A narrative review of mental health support for people during transition from incarceration to community: the grass can be greener on the other side of the fence

ORCID Icon, , &
Pages 189-197 | Received 23 Sep 2016, Accepted 21 Feb 2018, Published online: 28 Apr 2018
 

Abstract

Background: Despite significant need for mental health services targeting the requirements of inmates transitioning into the community there is little research about successful recovery-oriented or person-centred transition programs.

Aims: This systematic narrative review brings together existing evidence to inform policymakers and practitioners about current practice in transition support, and barriers and facilitators of effective practice.

Method: We carried out a systematic narrative review of recovery-oriented or person-centred mental health support programs supporting transition from incarceration to the community. Results were obtained from a systematic search of Medline, PubMed and Scopus databases.

Results: We found 23 papers which met the paper inclusion criteria along with four other papers which were identified incidentally.

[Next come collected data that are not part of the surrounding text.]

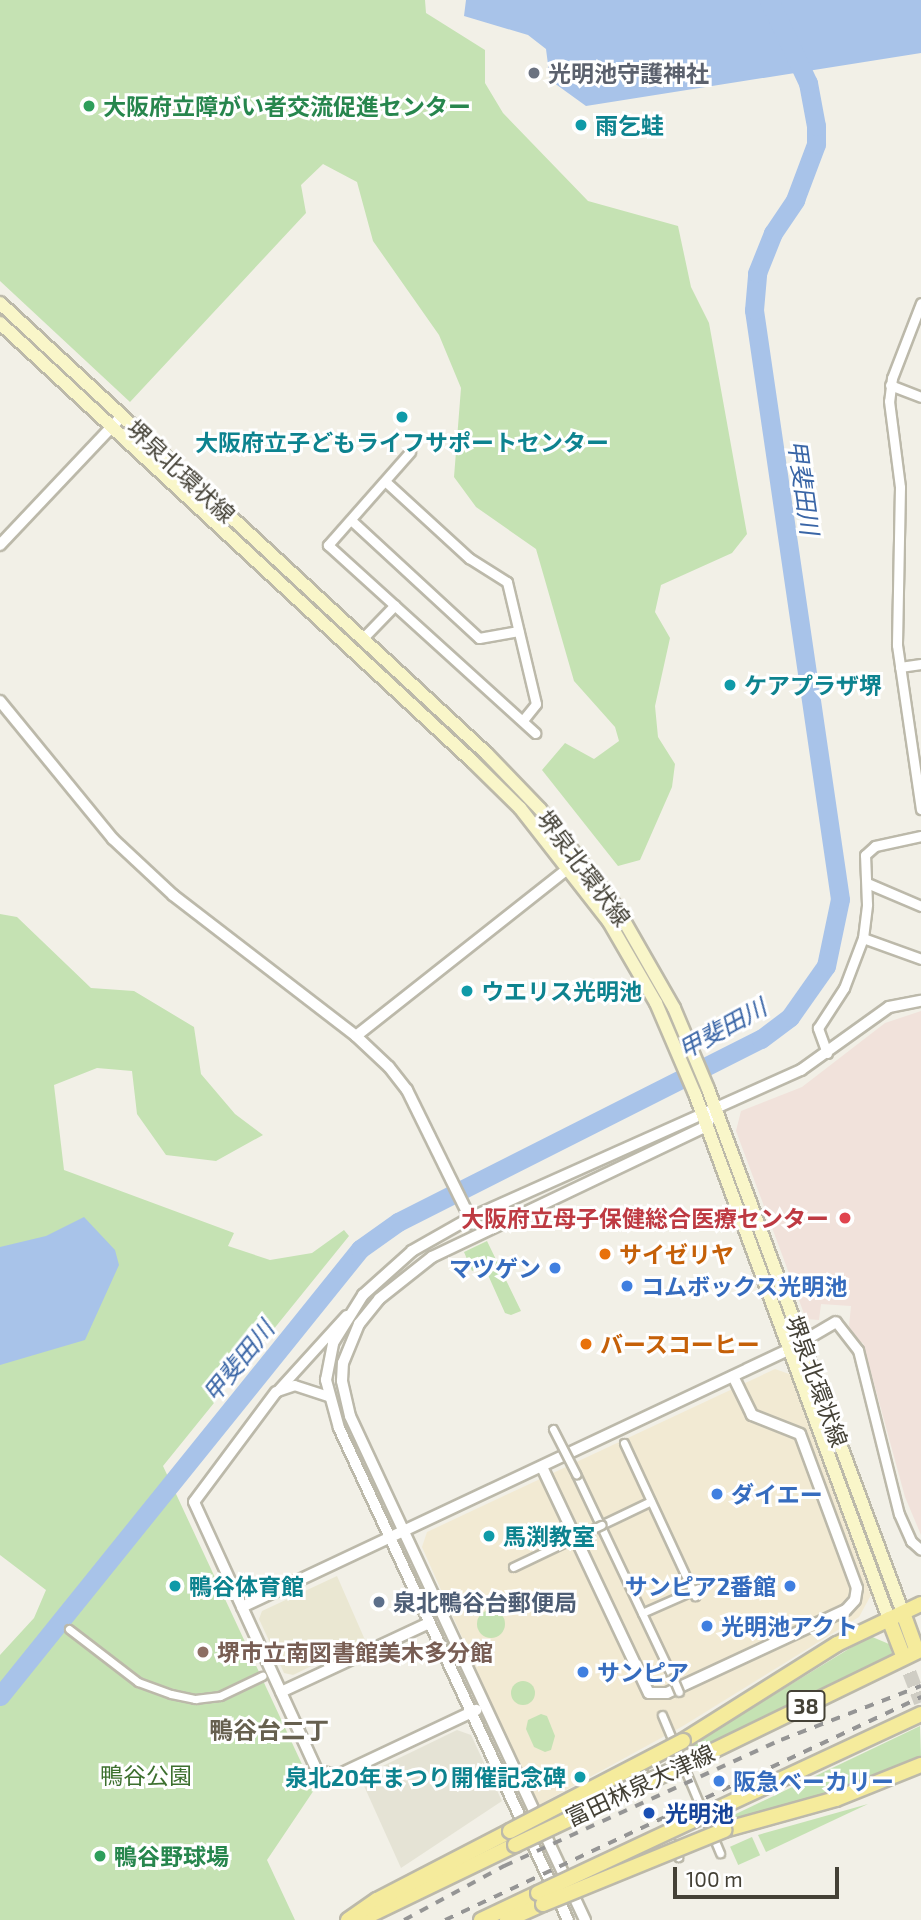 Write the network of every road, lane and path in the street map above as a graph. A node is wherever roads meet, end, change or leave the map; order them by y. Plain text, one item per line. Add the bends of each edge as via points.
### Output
1 (0, 303) edge
2 (921, 303) edge
3 (0, 323) edge
4 (890, 385) junction
5 (921, 397) edge
6 (122, 416) junction
7 (112, 426) junction
8 (410, 452) dead end
9 (386, 482) junction
10 (351, 520) junction
11 (0, 545) edge
12 (395, 605) junction
13 (518, 631) junction
14 (362, 639) junction
15 (921, 664) edge
16 (900, 667) junction
17 (0, 701) edge
18 (523, 720) junction
19 (534, 733) dead end
20 (921, 809) edge
21 (921, 836) edge
22 (581, 858) junction
23 (570, 867) junction
24 (867, 883) junction
25 (921, 906) edge
26 (863, 938) junction
27 (921, 959) edge
28 (921, 1001) edge
29 (356, 1035) junction
30 (827, 1053) junction
31 (716, 1108) junction
32 (701, 1111) junction
33 (705, 1127) junction
34 (470, 1218) junction
35 (477, 1233) junction
36 (346, 1315) junction
37 (836, 1322) joint
38 (796, 1346) junction
39 (733, 1376) junction
40 (276, 1392) junction
41 (328, 1396) junction
42 (553, 1429) dead end
43 (624, 1443) dead end
44 (542, 1467) junction
45 (651, 1501) junction
46 (601, 1525) junction
47 (404, 1531) junction
48 (389, 1539) junction
49 (921, 1550) edge
50 (513, 1567) dead end
51 (921, 1604) edge
52 (242, 1607) junction
53 (642, 1613) junction
54 (896, 1616) junction
55 (429, 1623) junction
56 (69, 1629) dead end
57 (913, 1649) edge
58 (262, 1676) dead end
59 (281, 1692) junction
60 (679, 1692) dead end
61 (485, 1706) junction
62 (470, 1713) junction
63 (921, 1714) edge
64 (663, 1715) dead end
65 (921, 1765) edge
66 (643, 1773) dead end
67 (557, 1818) dead end
68 (513, 1838) junction
69 (720, 1853) dead end
70 (678, 1857) dead end
71 (578, 1882) dead end
72 (540, 1898) junction
73 (348, 1920) edge
74 (359, 1920) edge
75 (481, 1920) edge
76 (508, 1920) edge
77 (568, 1920) edge
78 (585, 1920) edge

1 - 6 main road, 堺泉北環状線
2 - 4 street
3 - 7 main road, 堺泉北環状線
4 - 5 street
4 - 16 street via 900,487
6 - 7 street
6 - 14 main road, 堺泉北環状線
7 - 11 street
7 - 23 main road, 堺泉北環状線 via 473,762
8 - 9 street
9 - 10 street
9 - 13 street via 469,558 507,582
10 - 12 street via 328,545
10 - 13 street via 479,638
12 - 14 street
12 - 18 street
13 - 18 street via 536,704
14 - 22 main road, 堺泉北環状線 via 487,754
15 - 16 street
16 - 20 street
17 - 29 street via 123,848 173,895
18 - 19 street
21 - 24 street via 869,849 865,855
22 - 23 street
22 - 31 main road, 堺泉北環状線 via 639,942
23 - 29 street
23 - 32 main road, 堺泉北環状線 via 609,922 656,1003
24 - 25 street
24 - 26 street
26 - 27 street
26 - 30 street via 844,988 818,1028
28 - 30 street via 889,1007
29 - 34 street via 407,1090
30 - 31 street via 790,1076
31 - 32 street
31 - 33 street
31 - 38 main road, 堺泉北環状線
32 - 33 main road, 堺泉北環状線
32 - 34 street
33 - 35 street
33 - 38 main road, 堺泉北環状線
34 - 35 street
34 - 36 street via 412,1251
35 - 47 street via 402,1278 359,1324 347,1347 342,1381 345,1402
36 - 40 street
36 - 41 street via 328,1359
37 - 38 street
37 - 49 street via 858,1350 900,1514 911,1541
38 - 39 street
38 - 54 main road, 堺泉北環状線
39 - 44 street
39 - 44 street via 752,1415 800,1434 857,1587 855,1600 846,1610 667,1693 649,1693
40 - 41 street via 294,1385
40 - 52 street via 194,1502
41 - 48 street
42 - 46 street, bridge
43 - 45 street
44 - 47 street
45 - 46 street
45 - 53 street via 696,1592
46 - 50 street, bridge
46 - 53 street
47 - 48 street
47 - 61 street
48 - 52 street
48 - 55 street
51 - 54 main road
52 - 59 street
53 - 60 street, bridge
54 - 57 main road, 富田林泉大津線 / 38
54 - 68 main road, bridge via 805,1663 683,1741
55 - 59 street
55 - 62 street
56 - 58 street via 138,1682 171,1694 195,1699 220,1696
57 - 68 main road, 富田林泉大津線 / 38, bridge via 692,1761
59 - 62 street via 317,1771 328,1776
61 - 62 street
61 - 78 street
62 - 77 street
63 - 72 main road, 38, bridge
64 - 69 street
65 - 72 main road, bridge via 836,1799 724,1830
66 - 67 street
68 - 73 main road via 377,1900
68 - 74 main road, 富田林泉大津線 / 38
70 - 71 street via 671,1843
72 - 75 main road, 38
72 - 76 main road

Conclusions: Identified barriers to the implementation of effective transition support programs are: administrative problems leading to ineffective in-reach into correctional facilities or untimely support, lack of support for immediate needs meaning that inmates deprioritise their mental health needs, a lack of ongoing program resources and poor communication between correctional facilities and mental health services. Enablers for transition reflect the inverse of these barriers, alongside other successful strategies including medical home models, regionalised programs, programs which target connections with primary care, nurse-led patient-centred health programs and peer support initiatives.

Declaration of interest

No potential conflict of interest was reported by the authors.

This work was supported by Inner West Partners in Recovery Flexible funding.

Notes

1 We acknowledge the contested nature of debate around the terminology to provide those that have been incarcerated and the different administrative meanings given to the terms “prison” and “jail” in different contexts. For that reason, we use the words “correctional facilities”, “incarceration” and “inmate” as they describe a state of being secluded from the community.